The back of the restaurant's dining room is decked out like a fancy, picture-perfect, well, living room. Credit: The Living Room On Main

The back of the restaurant’s dining room is decked out like a fancy, picture-perfect, well, living room. Credit: The Living Room On Main

Restaurants are tricky businesses during the best of times. Open one in a bad economy and you'd better have a lot of experience to get you through. That's the conventional wisdom, at least. Thankfully there are exceptions.

In August of 2009, The Living Room on Main started serving food in Dunedin, saddled by a host of potential difficulties that could have spelled doom for the new restaurant. The location is a few blocks away from Dunedin's quaint downtown core, well outside the path of walking tours and regular events that drive people to the area. The owners had never owned a restaurant before and the manager — Sarah Johnson, the owners' daughter — had never managed a restaurant before.

It appears that the crowd taking refuge in The Living Room on a blustery Wednesday night could care less about that. And for good reason.

The Living Room is in the spot formerly occupied by Deli News Cafe, in a building converted from an ancient garage and gas station. You can still see the vestiges of the past in the steel beams and exposed ducts bove the dining room, and the large rolling garage door now permanently sealed into the front wall. The rest of the decor, however, is a study in the contrasts between past and present, modern and classic.

The bar area in front is modern and lively, with a long and high communal table acting as a sort of living frontier into the dining room. Work your way back into the space and the vibe transforms into the comfortable dark woods and soaring bookcases of an old-fashioned den, study, or, well, formal living room. The back wall is covered in built-in cabinetry lined with an almost perfect selection of luxurious accessories and stacked volumes that seem to have grown over the years, or been placed by an especially talented designer, fronted by a row of cozy booths. With the rain and wind assaulting the wall of windows on the side of the building, all the space needs is a crackling fire to be just about the coziest spot you can imagine.

Although we are at the tail end of the tapas craze, the menu here shows that the small-plate phenomenon still holds some power, especially when executed by a chef as canny as The Living Room's Tony Bruno. There are a few entree-sized items to be had — many of them found in the nightly specials — but you'd be better off diving in with both feet into the array of smaller bites to experience the full range of Bruno's modern American sensibilities.

Roasted tomatoes add a char to the restaurant's tomato soup, offset by strands of gooey and tart cheese hiding in the bottom. It's tasty, but almost upstaged by the simple garnish on the side: a tiny sauteed onion and gouda grilled cheese that could easily compete for my favorite sandwich of the year so far. In that same vein is The Living Room's wild mushroom flatbread, which is loaded with almost — but not quite — too much gooey cheese, tempered by earthy 'shrooms and bright sun-dried tomatoes.
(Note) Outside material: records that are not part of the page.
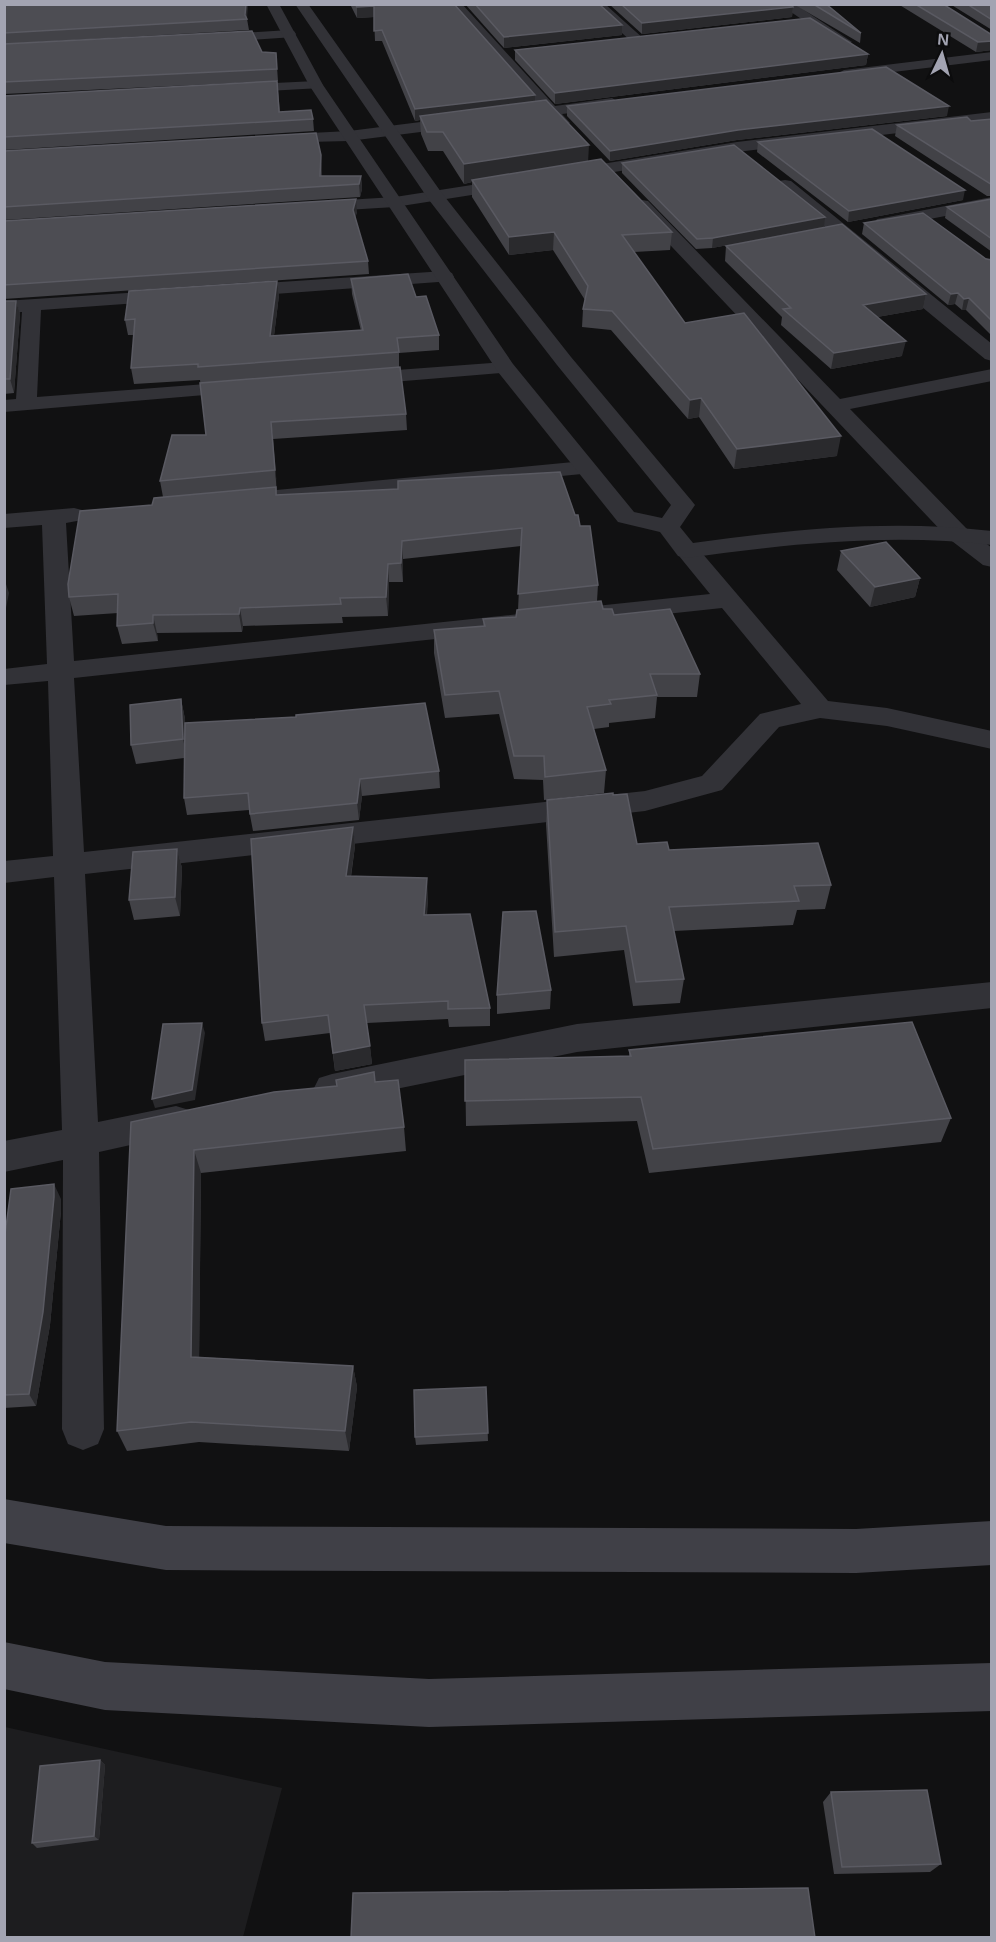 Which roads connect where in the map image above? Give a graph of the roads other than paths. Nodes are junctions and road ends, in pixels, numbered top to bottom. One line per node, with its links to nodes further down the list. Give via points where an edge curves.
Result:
1 (272, 4): 8 (street)
2 (301, 4): 24 (street)
3 (454, 4): 12 (street)
4 (596, 4): 10 (street, via 644,40)
5 (785, 4): 6 (street)
6 (812, 22): 7 (street); 14 (street)
7 (789, 24)
8 (289, 34): 9 (street); 17 (street)
9 (194, 39)
10 (615, 43)
11 (522, 52): 12 (street)
12 (499, 55): 21 (street)
13 (992, 56): 14 (street)
14 (888, 69): 15 (street); 16 (street)
15 (830, 76)
16 (908, 81)
17 (316, 85): 18 (street); 27 (street)
18 (220, 90)
19 (632, 101): 21 (street)
20 (948, 107): 23 (street)
21 (550, 111): 24 (street); 28 (street)
22 (992, 117): 23 (street)
23 (968, 119): 25 (street); 26 (street)
24 (389, 131): 27 (street); 37 (street)
25 (874, 131): 30 (street); 31 (street)
26 (992, 133)
27 (349, 136): 29 (street); 38 (street)
28 (574, 136)
29 (254, 141)
30 (894, 144)
31 (737, 147): 33 (street); 34 (street)
32 (591, 152): 34 (street)
33 (754, 161)
34 (607, 168): 37 (street); 46 (street)
35 (772, 175): 43 (street)
36 (963, 190): 39 (street)
37 (435, 196): 38 (street); 65 (street, via 683,505)
38 (395, 201): 40 (street); 47 (street)
39 (987, 203): 41 (street)
40 (300, 208)
41 (925, 215): 42 (street); 43 (street)
42 (944, 229)
43 (843, 230): 44 (street); 52 (street)
44 (820, 235)
45 (716, 255): 46 (street)
46 (693, 259): 59 (street)
47 (445, 277): 48 (street); 53 (street)
48 (221, 292)
49 (186, 295): 50 (street)
50 (32, 306): 51 (street); 57 (street)
51 (4, 308)
52 (992, 355)
53 (505, 368): 55 (street); 60 (street)
54 (992, 375): 59 (street)
55 (342, 380)
56 (260, 386): 57 (street)
57 (26, 404): 58 (street)
58 (4, 406)
59 (835, 406): 66 (street)
60 (584, 468): 61 (street); 65 (street, via 626,517)
61 (243, 500)
62 (101, 513): 63 (street)
63 (54, 517): 64 (street); 71 (street)
64 (4, 521)
65 (668, 526): 68 (street)
66 (957, 533): 67 (street); 68 (street, via 866,530); 69 (street)
67 (992, 538)
68 (687, 551): 70 (street)
69 (992, 560)
70 (728, 600): 71 (street); 73 (street)
71 (61, 671): 72 (street); 75 (street)
72 (4, 677)
73 (820, 709): 74 (street, via 887,717); 75 (street, via 770,720 712,783 645,801)
74 (992, 740)
75 (69, 865): 76 (street); 80 (street)
76 (4, 872)
77 (992, 995): 78 (street, via 577,1038)
78 (298, 1095)
79 (207, 1114): 80 (street)
80 (81, 1141): 81 (street); 82 (street)
81 (4, 1157)
82 (83, 1430)
83 (4, 1521): 84 (main road, via 165,1548 856,1551)
84 (992, 1544)
85 (4, 1665): 86 (main road, via 105,1686 429,1703)
86 (992, 1687)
Both illustrate Bruno's culinary aesthetic, combining simplicity and elegance with hearty flavors and textures that evoke American comfort food.

That's not to say he can't have a lighter touch, when called for. Sauteed greens are given just enough heat to barely wilt the the big leaves of bitter chard and kale, and paired with salty broth that bears mere hints of black pepper and garlic. So restrained, the greens may have you reaching for richer dishes after the first bite, but your fork will return again and again to the bowl.

The Living Room touts its tagines — dishes cooked in the classic clay ovens of northern Africa — and the seafood version lives up to the hype. With a mass of mussels, fish, calamari and shrimp in the big clay pot, all of which take different times and temps to cook properly, it's a difficult dish to get right. Bruno manages it with panache, along with a base of brothy rice that balances bright tomato, rich spices and chile heat with ease. The restaurant's stuffed oysters are much less subtle, with a mass of cream, spinach, cheese and herbs hiding giant pearls of tender bivalve.

There were a few disappointments, but those mostly registered in contrast to the success of everything else. The Living Room's filet is cooked right, but is a bit mealy, while the restaurant's incredibly tender pork shank is doused in a cloying hoisin barbecue sauce that is much too pedestrian. Minor blips, though, considering the quality of the rest of the food served at The Living Room.

I normally discourage restaurant amateurs from getting involved in the biz, largely because the barriers to success are difficult to surmount even for experienced chefs and entrepreneurs. After visiting the Johnson's efforts in Dunedin, I'm apt to change my mind and open the floodgates. Maybe a few more freshman efforts like The Living Room are just what the Bay area dining scene needs.